Do you ever have those cravings? Like you want a chocolate chip cookie every day. Or you always want a specific kind of cracker, or chocolate rice cakes with peanut butter and banana (that’s my other big kick right now. So awesome!).
When I came upon this recipe from Cookie & Kate, I knew I had to try it. She too was on a quest for the best brownie ever and I think this recipe just happens to be it, with a few of my own minor modifications of course. 🙂
Dark chocolate is key in this recipe. You can sub chocolate chips, but I prefer the roughly chopped dark chocolate.
* 10 tablespoons unsalted butter (that’s like 1 1/8th cups of butter)
* 1 1/4 cups sugar
* 3/4 cup unsweetened cocoa powder
* 1/2 teaspoon sea salt
* 1/4 teaspoon baking powder
* 2 large cold eggs
* 1 1/2 teaspoons vanilla
* 2/3 cup whole wheat flour (or whatever flour you prefer)
* 2 ounces dark chocolate, roughly chopped (you can use chocolate chips if you don’t have dark chocolate, but I highly recommend the dark chocolate)
* Preheat oven to 325 degrees, with rack in the lower third of the oven.

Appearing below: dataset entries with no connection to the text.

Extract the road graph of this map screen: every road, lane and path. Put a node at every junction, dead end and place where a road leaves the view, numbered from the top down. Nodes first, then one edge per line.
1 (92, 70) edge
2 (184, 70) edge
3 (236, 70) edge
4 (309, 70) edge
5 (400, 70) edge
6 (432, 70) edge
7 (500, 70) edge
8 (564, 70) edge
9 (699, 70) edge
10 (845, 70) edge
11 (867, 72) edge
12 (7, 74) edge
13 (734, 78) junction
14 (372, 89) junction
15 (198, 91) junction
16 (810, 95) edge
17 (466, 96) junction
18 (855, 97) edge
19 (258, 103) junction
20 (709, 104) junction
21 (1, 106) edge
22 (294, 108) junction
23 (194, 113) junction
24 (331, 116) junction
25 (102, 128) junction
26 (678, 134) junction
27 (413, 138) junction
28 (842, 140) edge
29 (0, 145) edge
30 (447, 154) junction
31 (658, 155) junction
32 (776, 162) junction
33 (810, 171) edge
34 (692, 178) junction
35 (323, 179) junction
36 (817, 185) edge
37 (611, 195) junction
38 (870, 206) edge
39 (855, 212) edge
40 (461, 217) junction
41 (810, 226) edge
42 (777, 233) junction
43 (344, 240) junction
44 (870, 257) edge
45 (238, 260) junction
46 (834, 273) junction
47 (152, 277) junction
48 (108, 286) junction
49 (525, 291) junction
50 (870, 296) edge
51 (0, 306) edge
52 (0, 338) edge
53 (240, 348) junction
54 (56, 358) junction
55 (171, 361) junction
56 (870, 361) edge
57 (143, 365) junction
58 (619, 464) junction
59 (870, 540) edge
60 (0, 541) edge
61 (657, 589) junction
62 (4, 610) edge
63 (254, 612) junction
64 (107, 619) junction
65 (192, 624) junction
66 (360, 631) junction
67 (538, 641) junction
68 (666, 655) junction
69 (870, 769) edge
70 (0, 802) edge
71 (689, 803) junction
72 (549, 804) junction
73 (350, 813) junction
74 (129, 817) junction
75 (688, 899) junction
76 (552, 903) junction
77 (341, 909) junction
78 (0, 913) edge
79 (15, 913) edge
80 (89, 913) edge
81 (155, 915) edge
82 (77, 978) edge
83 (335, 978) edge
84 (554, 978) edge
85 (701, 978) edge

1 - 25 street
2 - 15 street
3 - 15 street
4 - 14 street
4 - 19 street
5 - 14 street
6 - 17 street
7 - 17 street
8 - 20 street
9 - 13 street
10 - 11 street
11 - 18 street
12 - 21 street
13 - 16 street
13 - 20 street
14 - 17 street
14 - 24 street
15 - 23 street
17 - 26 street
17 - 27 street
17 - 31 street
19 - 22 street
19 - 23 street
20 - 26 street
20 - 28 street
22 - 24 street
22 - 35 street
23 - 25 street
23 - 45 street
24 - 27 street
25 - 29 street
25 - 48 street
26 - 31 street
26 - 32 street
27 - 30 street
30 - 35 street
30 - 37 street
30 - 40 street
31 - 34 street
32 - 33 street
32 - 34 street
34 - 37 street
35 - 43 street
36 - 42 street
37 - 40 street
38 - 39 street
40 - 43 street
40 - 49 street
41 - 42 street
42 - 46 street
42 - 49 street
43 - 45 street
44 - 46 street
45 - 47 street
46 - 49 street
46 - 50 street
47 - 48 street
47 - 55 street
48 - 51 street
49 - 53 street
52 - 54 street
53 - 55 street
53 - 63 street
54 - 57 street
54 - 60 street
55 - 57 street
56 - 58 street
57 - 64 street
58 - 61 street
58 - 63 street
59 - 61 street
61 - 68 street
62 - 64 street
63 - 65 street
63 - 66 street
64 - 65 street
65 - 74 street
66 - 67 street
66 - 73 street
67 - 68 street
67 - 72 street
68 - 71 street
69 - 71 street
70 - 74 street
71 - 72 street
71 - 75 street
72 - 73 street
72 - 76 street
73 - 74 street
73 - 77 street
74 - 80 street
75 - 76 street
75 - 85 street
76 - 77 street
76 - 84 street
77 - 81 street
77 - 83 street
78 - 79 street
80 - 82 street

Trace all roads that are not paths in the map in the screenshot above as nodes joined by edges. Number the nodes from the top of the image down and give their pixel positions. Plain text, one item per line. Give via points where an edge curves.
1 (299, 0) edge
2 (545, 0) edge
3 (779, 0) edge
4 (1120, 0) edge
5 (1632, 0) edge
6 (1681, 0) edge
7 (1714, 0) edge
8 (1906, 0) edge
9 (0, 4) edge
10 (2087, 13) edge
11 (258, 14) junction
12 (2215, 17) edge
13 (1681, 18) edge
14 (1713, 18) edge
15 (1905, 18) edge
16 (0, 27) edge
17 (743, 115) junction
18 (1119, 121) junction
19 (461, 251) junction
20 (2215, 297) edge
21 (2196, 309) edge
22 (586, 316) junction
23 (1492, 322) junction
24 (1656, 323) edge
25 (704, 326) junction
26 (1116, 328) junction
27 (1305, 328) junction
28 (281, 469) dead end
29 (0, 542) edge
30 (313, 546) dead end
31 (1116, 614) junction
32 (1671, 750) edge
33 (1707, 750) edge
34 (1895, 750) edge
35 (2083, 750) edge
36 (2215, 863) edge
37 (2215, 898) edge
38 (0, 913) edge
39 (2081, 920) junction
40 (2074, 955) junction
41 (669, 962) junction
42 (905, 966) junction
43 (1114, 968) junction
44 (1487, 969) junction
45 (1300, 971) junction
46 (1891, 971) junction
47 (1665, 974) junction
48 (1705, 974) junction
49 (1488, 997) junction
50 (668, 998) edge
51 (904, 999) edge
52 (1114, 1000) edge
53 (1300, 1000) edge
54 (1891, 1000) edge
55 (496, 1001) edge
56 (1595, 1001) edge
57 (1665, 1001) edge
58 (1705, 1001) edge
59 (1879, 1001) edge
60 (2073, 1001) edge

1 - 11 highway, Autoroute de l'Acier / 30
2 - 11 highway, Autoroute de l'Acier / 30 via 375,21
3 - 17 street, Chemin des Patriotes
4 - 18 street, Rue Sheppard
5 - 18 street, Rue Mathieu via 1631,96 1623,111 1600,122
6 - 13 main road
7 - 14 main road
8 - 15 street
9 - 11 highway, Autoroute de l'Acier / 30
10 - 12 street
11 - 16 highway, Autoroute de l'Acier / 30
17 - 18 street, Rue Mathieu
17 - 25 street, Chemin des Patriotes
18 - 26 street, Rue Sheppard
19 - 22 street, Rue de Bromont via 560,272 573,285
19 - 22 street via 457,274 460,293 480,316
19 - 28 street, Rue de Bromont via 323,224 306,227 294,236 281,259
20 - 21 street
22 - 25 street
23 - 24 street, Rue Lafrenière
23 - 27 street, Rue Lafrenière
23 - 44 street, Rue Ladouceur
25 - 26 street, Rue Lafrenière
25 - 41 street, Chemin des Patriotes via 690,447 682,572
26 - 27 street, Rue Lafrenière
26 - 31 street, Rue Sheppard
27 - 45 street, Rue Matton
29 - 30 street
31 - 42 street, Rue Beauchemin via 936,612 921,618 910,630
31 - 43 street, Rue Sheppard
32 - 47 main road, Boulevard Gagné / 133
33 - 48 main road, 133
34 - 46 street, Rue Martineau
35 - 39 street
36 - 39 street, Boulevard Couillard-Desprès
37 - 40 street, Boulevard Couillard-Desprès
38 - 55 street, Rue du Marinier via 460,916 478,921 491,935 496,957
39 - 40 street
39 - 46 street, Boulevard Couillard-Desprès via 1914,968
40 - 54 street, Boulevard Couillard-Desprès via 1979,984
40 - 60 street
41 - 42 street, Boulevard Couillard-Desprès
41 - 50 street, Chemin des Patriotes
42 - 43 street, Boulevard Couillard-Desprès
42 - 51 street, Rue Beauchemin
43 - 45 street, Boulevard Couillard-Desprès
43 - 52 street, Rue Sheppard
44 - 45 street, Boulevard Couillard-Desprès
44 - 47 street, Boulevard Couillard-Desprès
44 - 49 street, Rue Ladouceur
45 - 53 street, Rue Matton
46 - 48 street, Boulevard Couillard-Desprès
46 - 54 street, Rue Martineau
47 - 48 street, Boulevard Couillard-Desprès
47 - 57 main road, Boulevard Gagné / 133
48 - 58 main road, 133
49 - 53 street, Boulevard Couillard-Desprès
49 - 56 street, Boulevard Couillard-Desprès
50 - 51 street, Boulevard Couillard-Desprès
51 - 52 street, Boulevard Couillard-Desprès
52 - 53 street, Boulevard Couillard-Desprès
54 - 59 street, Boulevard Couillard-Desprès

Line 8 or 9 inch square baking pan with 2 criss-cross pieces of parchment paper, with at least 2 inches going up the sides. Grease parchment paper. (Note: I only have a 9×9 inch baking dish, so if you want thicker brownies I’d use a 8×8 inch pan).
* Brown the butter. (Note: you don’t have to do this step, but I think it adds a little extra flavor to the brownies). Melt butter in a medium saucepan over medium heat. Cook the butter while whisking constantly, until it’s golden brown and you see reddish/brown particles in the butter. Took me about 5 minutes.
* Remove the pan from heat and stir in the sugar. Add cocoa powder, sea salt and baking powder. Stir until the ingredients are thoroughly combined. Let cool for 5 minutes.
* Add the eggs one at a time, beating with a spatula or wooden spoon until incorporated. When the mixture looks thick and shiny, add the vanilla and the flour. Stir until the flour is fully incorporated and you see no white streaks. Then beat vigorously for as long as your arm will hang in there with you (or about 50 strokes).
* Fold in the chocolate chunks, then spread the batter into the lined pan and use a knife to make little swirls in the batter.
* Bake for 25 minutes, or until a toothpick comes out almost clean. Cool brownies in the pan on a wire rack.
* Once completely cooled, you can use the parchment paper to lift the brownies out of the pan to cut.
They are thick, and chewy like a brownie should be. If you like your brownies more cake-like, you can add 1 more egg. If you want it to be even more chewy, bake them a few minutes less.
Seriously y’all. Best brownies ever. Enjoy!